Senzatetto occupano sede di associazioni per diversamente abili in viale Candelaro

I senza casa da ieri mattina stanno occupando i locali delle associazioni di volontariato "Superamento Handicap" e "Le ragioni del cuore". Non hanno alcuna intenzione di andar via

La foto dei manifestanti

Da ieri mattina un gruppo di senzatetto sta occupando la sede dell'associazione "Superamento Handicap" di Foggia, presso la quale operano anche i colleghi dell'associazione “Le ragioni del cuore".

In un clima surreale questa mattina in viale Candelaro si è svolto un sit-in di protesta da parte dei componenti delle due associazioni di volontariato, che hanno presidiato l'area adiacente all'ingresso e chiesto alle istituzioni e alle forze dell'ordine che i locali occupati venissero al più presto sgomberati.

All’interno, però, gli occupanti resistono e sembrano non avere alcuna intenzione di lasciare la sede sita al civico 88Del caso è stato informato anche il Prefetto. Sul posto sono giunti invece alcuni rappresentanti delle istituzioni che hanno ascoltato le ragioni degli uni e degli altri.

Il problema afferma Maria Campanaro de “Le ragioni del cuore” – è anche un altro. Gli occupanti – aggiunge – hanno provocato dei danni. C’è un vetro rotto e non vediamo più una statua di Padre Pio che ci era stata donata nel giorno dell’inaugurazione della sede”.

All’interno dei locali ci sono inoltre anche dei documenti strettamente riservati e le fotografie dei bambini che frequentano la struttura.

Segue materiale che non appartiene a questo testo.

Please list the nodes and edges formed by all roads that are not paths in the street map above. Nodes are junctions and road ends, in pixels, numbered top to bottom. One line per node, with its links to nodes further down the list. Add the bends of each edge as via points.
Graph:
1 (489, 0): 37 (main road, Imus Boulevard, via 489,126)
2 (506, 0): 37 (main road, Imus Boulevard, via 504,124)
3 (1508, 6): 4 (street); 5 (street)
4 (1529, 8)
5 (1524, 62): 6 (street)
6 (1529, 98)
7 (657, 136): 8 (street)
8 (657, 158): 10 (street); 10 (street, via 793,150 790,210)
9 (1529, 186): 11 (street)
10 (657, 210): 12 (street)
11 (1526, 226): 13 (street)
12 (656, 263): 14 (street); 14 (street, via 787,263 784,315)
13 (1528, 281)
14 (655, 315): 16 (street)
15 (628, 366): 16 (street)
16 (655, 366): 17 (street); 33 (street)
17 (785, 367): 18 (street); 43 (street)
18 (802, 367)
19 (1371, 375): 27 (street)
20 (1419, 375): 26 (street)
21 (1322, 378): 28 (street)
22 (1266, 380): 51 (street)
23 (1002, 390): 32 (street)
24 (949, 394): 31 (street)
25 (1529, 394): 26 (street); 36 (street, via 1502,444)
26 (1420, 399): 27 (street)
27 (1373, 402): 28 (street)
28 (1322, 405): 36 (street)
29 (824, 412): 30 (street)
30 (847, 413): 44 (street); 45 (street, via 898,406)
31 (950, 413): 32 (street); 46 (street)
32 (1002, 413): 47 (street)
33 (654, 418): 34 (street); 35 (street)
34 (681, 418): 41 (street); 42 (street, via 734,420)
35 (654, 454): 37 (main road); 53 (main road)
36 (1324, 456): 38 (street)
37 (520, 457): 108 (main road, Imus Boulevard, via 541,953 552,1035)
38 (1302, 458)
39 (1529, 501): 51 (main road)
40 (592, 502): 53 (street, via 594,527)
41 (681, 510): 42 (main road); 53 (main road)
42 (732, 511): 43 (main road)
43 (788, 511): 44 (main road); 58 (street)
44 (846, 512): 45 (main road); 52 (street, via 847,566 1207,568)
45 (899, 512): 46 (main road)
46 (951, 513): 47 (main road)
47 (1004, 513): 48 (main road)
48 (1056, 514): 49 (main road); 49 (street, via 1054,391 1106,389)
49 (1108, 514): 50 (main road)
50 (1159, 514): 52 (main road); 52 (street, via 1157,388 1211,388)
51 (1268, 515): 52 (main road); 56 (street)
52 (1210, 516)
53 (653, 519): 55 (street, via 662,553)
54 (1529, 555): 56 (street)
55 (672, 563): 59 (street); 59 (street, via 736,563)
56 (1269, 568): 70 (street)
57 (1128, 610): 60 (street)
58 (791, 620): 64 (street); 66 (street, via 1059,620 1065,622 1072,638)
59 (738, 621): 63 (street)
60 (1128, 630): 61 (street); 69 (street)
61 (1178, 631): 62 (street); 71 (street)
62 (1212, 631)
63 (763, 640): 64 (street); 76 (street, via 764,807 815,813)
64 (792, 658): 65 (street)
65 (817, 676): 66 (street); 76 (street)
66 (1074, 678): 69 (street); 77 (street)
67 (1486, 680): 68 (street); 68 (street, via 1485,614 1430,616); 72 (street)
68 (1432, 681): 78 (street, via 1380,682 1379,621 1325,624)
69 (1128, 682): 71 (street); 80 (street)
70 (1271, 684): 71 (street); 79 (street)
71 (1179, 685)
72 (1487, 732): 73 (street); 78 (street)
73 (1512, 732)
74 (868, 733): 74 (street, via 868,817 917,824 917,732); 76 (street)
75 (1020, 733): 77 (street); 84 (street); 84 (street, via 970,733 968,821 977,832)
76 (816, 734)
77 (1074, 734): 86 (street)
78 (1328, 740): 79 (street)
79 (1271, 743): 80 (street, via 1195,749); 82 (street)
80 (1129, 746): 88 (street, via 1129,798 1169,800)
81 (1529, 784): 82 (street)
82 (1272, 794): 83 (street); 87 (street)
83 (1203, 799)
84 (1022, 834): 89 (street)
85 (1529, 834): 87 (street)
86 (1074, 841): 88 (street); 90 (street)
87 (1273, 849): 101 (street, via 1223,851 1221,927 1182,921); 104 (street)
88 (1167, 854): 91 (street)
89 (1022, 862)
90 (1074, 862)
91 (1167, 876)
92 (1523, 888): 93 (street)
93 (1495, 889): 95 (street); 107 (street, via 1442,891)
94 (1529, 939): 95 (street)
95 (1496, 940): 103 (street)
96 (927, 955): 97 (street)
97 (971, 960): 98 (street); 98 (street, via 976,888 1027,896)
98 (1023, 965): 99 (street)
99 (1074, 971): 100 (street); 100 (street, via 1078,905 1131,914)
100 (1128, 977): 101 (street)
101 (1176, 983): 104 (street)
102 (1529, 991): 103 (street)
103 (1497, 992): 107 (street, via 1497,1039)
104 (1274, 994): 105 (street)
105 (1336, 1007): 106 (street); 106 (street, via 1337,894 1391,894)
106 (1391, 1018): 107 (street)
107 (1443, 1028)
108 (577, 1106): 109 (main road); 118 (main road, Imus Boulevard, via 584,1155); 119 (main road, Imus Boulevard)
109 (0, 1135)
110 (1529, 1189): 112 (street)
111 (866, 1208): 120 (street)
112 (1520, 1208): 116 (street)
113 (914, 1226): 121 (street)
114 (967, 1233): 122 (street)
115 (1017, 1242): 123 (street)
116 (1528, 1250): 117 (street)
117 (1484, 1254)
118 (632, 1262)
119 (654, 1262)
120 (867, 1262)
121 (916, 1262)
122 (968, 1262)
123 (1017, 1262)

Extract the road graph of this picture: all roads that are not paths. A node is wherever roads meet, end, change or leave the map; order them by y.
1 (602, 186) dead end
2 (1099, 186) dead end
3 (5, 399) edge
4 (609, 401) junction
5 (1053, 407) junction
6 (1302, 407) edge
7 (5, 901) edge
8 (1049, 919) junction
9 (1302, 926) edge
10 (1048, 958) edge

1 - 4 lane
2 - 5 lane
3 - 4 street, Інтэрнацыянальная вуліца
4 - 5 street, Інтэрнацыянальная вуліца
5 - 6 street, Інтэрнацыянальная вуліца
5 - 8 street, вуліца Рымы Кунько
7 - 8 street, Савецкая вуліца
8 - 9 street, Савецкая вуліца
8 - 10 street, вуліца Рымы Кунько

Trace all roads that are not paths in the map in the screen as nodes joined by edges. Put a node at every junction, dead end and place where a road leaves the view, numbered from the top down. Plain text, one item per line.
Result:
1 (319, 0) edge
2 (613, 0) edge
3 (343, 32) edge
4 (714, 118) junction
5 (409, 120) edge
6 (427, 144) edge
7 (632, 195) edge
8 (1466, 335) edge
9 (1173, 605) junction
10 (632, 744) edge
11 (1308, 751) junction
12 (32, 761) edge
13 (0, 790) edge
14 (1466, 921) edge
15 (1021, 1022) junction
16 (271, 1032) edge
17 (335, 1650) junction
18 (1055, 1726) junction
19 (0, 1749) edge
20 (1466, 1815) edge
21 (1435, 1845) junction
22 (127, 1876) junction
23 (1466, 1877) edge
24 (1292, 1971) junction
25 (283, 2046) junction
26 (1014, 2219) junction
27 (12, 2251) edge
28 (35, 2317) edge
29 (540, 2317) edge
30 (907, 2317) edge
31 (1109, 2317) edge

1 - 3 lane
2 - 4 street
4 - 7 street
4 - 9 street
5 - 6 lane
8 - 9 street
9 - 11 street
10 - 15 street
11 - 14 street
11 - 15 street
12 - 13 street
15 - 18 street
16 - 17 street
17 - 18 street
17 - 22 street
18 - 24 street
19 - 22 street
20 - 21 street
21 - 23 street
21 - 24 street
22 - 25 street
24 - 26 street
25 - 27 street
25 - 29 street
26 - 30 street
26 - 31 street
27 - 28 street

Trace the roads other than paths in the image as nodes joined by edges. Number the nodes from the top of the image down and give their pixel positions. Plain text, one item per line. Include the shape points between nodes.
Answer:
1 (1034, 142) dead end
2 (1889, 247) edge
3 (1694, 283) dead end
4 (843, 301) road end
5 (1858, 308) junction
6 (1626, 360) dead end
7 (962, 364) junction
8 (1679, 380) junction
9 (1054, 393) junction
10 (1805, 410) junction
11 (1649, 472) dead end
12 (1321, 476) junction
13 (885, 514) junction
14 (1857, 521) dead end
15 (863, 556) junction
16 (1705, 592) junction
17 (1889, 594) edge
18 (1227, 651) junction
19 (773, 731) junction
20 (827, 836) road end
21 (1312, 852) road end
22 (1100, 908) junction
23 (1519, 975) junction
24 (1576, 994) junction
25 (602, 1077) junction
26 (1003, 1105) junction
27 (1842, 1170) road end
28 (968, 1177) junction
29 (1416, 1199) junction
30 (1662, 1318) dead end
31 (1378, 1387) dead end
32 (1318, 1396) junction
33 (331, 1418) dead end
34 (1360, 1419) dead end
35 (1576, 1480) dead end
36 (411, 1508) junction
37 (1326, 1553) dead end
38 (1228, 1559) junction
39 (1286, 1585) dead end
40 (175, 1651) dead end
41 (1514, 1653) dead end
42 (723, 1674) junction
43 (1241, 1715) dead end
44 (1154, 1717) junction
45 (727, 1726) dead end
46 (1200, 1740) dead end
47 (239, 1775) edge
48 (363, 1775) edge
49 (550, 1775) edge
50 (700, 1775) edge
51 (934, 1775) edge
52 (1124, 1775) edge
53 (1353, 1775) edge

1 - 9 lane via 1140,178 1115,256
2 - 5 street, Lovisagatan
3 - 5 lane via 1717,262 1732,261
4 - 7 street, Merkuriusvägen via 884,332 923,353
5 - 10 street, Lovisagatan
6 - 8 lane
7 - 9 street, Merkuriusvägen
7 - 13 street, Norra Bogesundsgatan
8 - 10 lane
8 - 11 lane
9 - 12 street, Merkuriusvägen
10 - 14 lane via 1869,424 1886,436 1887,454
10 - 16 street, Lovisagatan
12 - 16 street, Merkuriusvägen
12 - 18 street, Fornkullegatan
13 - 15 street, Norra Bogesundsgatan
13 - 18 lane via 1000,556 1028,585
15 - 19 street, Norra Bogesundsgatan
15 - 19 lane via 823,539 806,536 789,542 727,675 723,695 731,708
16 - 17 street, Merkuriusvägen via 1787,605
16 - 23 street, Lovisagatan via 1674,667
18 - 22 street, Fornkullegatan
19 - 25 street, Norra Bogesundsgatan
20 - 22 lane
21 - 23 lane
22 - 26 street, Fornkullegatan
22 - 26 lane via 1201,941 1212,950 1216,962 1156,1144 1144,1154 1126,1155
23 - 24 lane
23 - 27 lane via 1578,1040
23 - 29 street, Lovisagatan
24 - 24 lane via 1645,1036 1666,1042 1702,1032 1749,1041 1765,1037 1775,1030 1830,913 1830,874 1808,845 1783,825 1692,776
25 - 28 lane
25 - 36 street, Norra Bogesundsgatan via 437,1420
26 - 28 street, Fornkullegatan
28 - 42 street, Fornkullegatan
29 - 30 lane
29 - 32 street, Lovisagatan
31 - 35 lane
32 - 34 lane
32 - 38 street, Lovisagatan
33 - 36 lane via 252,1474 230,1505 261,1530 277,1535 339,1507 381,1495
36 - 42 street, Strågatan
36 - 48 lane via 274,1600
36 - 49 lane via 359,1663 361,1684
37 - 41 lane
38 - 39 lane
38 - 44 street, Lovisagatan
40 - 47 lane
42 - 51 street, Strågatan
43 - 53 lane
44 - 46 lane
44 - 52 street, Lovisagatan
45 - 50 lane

La scoperta è stata fatta ieri mattina quando gli occupanti hanno impedito alle due coordinatrici delle rispettive associazioni di entrare, sostenendo che sarebbero rimasti lì fino a quando il comune non avrebbe soddisfatto le loro richieste: quelle di un alloggio.

L’assessore alla Sicurezza ha garantito che lo sgombero verrà effettuato nel più breve tempo possibile, ma la vicenda sta creando non pochi disagi ai ragazzi che frequentano quotidianamente i locali delle associazioni.

Uno di loro, Massimiliano, al telefono esprime tutta la sua amarezza per l'accaduto. “Comprendiamo le loro ragioni ma il volontariato è un diritto che va tutelato e non possiamo fare una guerra tra poveri. Non va interrotto un servizio alle persone svantaggiate e che rappresenta un forte punto di riferimento. Non possiamo essere trattati come cittadini di serie C. E’ una parentesi dolorosa per la città di Foggia”. Lo stesso aggiunge: "Noi siamo una risorsa e non un peso per la società, vorrei vedere i disabili al centro e non ai margini della società".